◆ **LISTED ENTRIES**:
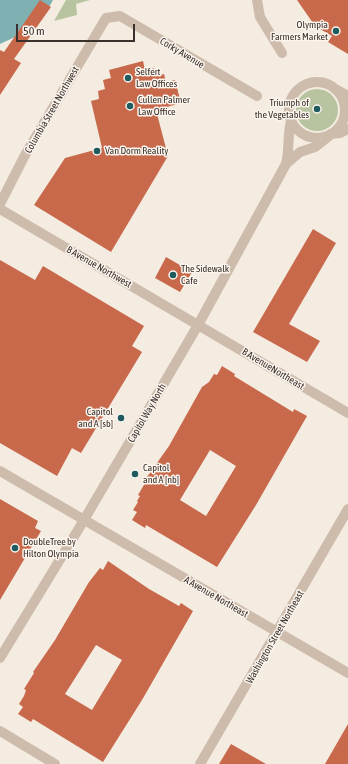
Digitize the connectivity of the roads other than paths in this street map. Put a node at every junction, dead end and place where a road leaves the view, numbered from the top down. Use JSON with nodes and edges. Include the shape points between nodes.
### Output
{"nodes":[{"id":1,"x":257,"y":0,"type":"edge"},
{"id":2,"x":107,"y":18,"type":"joint"},
{"id":3,"x":282,"y":54,"type":"dead end"},
{"id":4,"x":335,"y":89,"type":"junction"},
{"id":5,"x":257,"y":96,"type":"dead end"},
{"id":6,"x":348,"y":96,"type":"edge"},
{"id":7,"x":291,"y":121,"type":"junction"},
{"id":8,"x":348,"y":130,"type":"edge"},
{"id":9,"x":331,"y":134,"type":"junction"},
{"id":10,"x":286,"y":164,"type":"junction"},
{"id":11,"x":0,"y":204,"type":"edge"},
{"id":12,"x":0,"y":209,"type":"edge"},
{"id":13,"x":198,"y":325,"type":"junction"},
{"id":14,"x":348,"y":413,"type":"edge"},
{"id":15,"x":0,"y":472,"type":"edge"},
{"id":16,"x":348,"y":509,"type":"edge"},
{"id":17,"x":84,"y":520,"type":"junction"},
{"id":18,"x":277,"y":633,"type":"junction"},
{"id":19,"x":0,"y":658,"type":"edge"},
{"id":20,"x":348,"y":673,"type":"edge"},
{"id":21,"x":0,"y":731,"type":"edge"},
{"id":22,"x":55,"y":764,"type":"edge"},
{"id":23,"x":200,"y":764,"type":"edge"}],
"edges":[{"from":1,"to":3,"type":"street","via":[[260,17]]},
{"from":2,"to":5,"type":"street","name":"Corky Avenue","via":[[120,16]]},
{"from":2,"to":11,"type":"street","name":"Columbia Street Northwest"},
{"from":4,"to":6,"type":"street"},
{"from":4,"to":7,"type":"street","via":[[321,82],[313,82],[298,88],[289,103]]},
{"from":4,"to":9,"type":"street","via":[[340,94],[345,109],[341,123]]},
{"from":7,"to":9,"type":"street","via":[[301,133],[308,136],[324,137]]},
{"from":7,"to":10,"type":"street","name":"Capitol Way North"},
{"from":8,"to":9,"type":"street"},
{"from":9,"to":10,"type":"street","name":"Capitol Way North","via":[[315,147],[300,152]]},
{"from":10,"to":13,"type":"street","name":"Capitol Way North"},
{"from":12,"to":13,"type":"street","name":"B Avenue Northwest"},
{"from":13,"to":14,"type":"street","name":"B AvenueNortheast"},
{"from":13,"to":17,"type":"street","name":"Capitol Way North"},
{"from":15,"to":17,"type":"street","name":"A Avenue Northeast"},
{"from":16,"to":18,"type":"street","name":"Washington Street Northeast"},
{"from":17,"to":18,"type":"street","name":"A Avenue Northeast"},
{"from":17,"to":19,"type":"street","name":"Capitol Way North"},
{"from":18,"to":20,"type":"street","name":"A Avenue Northeast"},
{"from":18,"to":23,"type":"street","name":"Washington Street Northeast"},
{"from":21,"to":22,"type":"street"}]}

◆ **HOW TO COMPLETE THIS TASK**: An exact copy of all the entries is required, and it must contain no pictures.

◆ **SOLVED EXERCISE**:
Digitize the connectivity of the roads other than paths in this street map. Put a node at every junction, dead end and place where a road leaves the view, numbered from the top down. Use JSON with nodes and edges. Include the shape points between nodes.
### Output
{"nodes":[{"id":1,"x":257,"y":0,"type":"edge"},
{"id":2,"x":107,"y":18,"type":"joint"},
{"id":3,"x":282,"y":54,"type":"dead end"},
{"id":4,"x":335,"y":89,"type":"junction"},
{"id":5,"x":257,"y":96,"type":"dead end"},
{"id":6,"x":348,"y":96,"type":"edge"},
{"id":7,"x":291,"y":121,"type":"junction"},
{"id":8,"x":348,"y":130,"type":"edge"},
{"id":9,"x":331,"y":134,"type":"junction"},
{"id":10,"x":286,"y":164,"type":"junction"},
{"id":11,"x":0,"y":204,"type":"edge"},
{"id":12,"x":0,"y":209,"type":"edge"},
{"id":13,"x":198,"y":325,"type":"junction"},
{"id":14,"x":348,"y":413,"type":"edge"},
{"id":15,"x":0,"y":472,"type":"edge"},
{"id":16,"x":348,"y":509,"type":"edge"},
{"id":17,"x":84,"y":520,"type":"junction"},
{"id":18,"x":277,"y":633,"type":"junction"},
{"id":19,"x":0,"y":658,"type":"edge"},
{"id":20,"x":348,"y":673,"type":"edge"},
{"id":21,"x":0,"y":731,"type":"edge"},
{"id":22,"x":55,"y":764,"type":"edge"},
{"id":23,"x":200,"y":764,"type":"edge"}],
"edges":[{"from":1,"to":3,"type":"street","via":[[260,17]]},
{"from":2,"to":5,"type":"street","name":"Corky Avenue","via":[[120,16]]},
{"from":2,"to":11,"type":"street","name":"Columbia Street Northwest"},
{"from":4,"to":6,"type":"street"},
{"from":4,"to":7,"type":"street","via":[[321,82],[313,82],[298,88],[289,103]]},
{"from":4,"to":9,"type":"street","via":[[340,94],[345,109],[341,123]]},
{"from":7,"to":9,"type":"street","via":[[301,133],[308,136],[324,137]]},
{"from":7,"to":10,"type":"street","name":"Capitol Way North"},
{"from":8,"to":9,"type":"street"},
{"from":9,"to":10,"type":"street","name":"Capitol Way North","via":[[315,147],[300,152]]},
{"from":10,"to":13,"type":"street","name":"Capitol Way North"},
{"from":12,"to":13,"type":"street","name":"B Avenue Northwest"},
{"from":13,"to":14,"type":"street","name":"B AvenueNortheast"},
{"from":13,"to":17,"type":"street","name":"Capitol Way North"},
{"from":15,"to":17,"type":"street","name":"A Avenue Northeast"},
{"from":16,"to":18,"type":"street","name":"Washington Street Northeast"},
{"from":17,"to":18,"type":"street","name":"A Avenue Northeast"},
{"from":17,"to":19,"type":"street","name":"Capitol Way North"},
{"from":18,"to":20,"type":"street","name":"A Avenue Northeast"},
{"from":18,"to":23,"type":"street","name":"Washington Street Northeast"},
{"from":21,"to":22,"type":"street"}]}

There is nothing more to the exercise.